A recent study in a major scientific journal has reported compelling evidence that links mountaintop coal mining to polluted water, damage to local forests, streams, and adverse health effects to citizens. At first glance this isn’t a scientific breakthrough in information. However, the scientists reported that mines that have ceased being used for extraction continue to pollute local watersheds for approximately two decades. This means if a coal mining operation is stopped today, for the next two decades water quality will still deteriorate. In the US alone there are 52 coal mines, and tap water is rapidly becoming more tainted from coast to coast.iii

In Utah, approximately 1,500 migratory birds died for mistaking snowed over parking lots as soft landing sites. Their intuitive and naturally evolved senses had not prepared them for the human contrived material reality that is pavement.iv

Canada has recently announced it will be withdrawing from the Kyoto protocol. The environmental minister believes the protocol prevents Canada from “moving forward.” Meanwhile Iceland, Australia, New Zealand, Spain, and Ireland, all remarkably missed their emissions targets.v And the US still refuses to sign. All of these nations, and China, share the same excuse for either not participating or not living up to their contractual obligation. These reasons where best expressed in Durban’s recent climate talks.

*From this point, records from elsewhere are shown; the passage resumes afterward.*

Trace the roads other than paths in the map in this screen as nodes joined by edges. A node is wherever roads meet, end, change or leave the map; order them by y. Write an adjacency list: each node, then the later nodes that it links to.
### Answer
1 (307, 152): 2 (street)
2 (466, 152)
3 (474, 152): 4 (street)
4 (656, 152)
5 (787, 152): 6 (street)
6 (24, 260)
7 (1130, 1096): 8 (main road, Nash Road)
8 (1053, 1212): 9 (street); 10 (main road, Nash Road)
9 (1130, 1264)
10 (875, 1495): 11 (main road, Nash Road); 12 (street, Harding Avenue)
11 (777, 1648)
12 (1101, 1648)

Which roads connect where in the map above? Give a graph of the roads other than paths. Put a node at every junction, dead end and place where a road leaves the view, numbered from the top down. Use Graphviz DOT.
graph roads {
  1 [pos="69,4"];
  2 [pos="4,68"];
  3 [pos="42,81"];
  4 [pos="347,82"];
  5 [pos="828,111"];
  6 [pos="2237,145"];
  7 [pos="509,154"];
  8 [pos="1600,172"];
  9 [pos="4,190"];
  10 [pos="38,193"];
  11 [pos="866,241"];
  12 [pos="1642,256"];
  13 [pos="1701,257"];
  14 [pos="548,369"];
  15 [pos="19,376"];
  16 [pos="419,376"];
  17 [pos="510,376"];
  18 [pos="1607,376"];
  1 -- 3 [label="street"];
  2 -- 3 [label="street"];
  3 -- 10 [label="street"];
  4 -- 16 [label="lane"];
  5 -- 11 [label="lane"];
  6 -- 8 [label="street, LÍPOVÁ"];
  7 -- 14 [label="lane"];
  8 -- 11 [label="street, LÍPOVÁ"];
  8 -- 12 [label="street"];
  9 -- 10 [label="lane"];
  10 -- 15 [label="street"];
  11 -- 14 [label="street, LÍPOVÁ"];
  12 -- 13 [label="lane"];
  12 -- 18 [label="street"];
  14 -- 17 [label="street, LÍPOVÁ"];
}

In Durban South Africa the UN recently held a climate conference whose goal was an attempt to bolster and go beyond the Kyoto protocol. As expected, when an increased number of State representatives enter a room to negotiate, very little happens. “The countries in attendance agreed to a schedule that would lead to an agreement by 2015, which would commit all countries to reduce emissions starting no sooner than 2020, eight years into the future.”vi This is an abysmal failure. 2010 was the hottest recorded year since recording of overall climate temperature began to be calculated. And only a month ago the US Department of Energy issued a reported stating that “greenhouse emissions rose six per cent in 2010, far more than recent worst case scenario.” The consistent scapegoat for all nations, even the most technologically impoverished, and technologically advanced, is that reducing emissions prevents development and/or moving forward.

This scapegoat is no mere excuse, it’s actually quite understandable. Capitalism has unquestionably spread its mode of production across the globe. The life blood of the capitalist system is contingent upon constant development and revolutionizing of the means of production. This requires growth for growths sake, development for developments sake. Without either, there is recession, poverty, questioning of the dogma, and ultimately resistance.

The question that must be asked though is this: how far can unfettered growth – or even fettered but still ultimately growing – last, when it’s contingent upon the extraction and commodification of finite resources?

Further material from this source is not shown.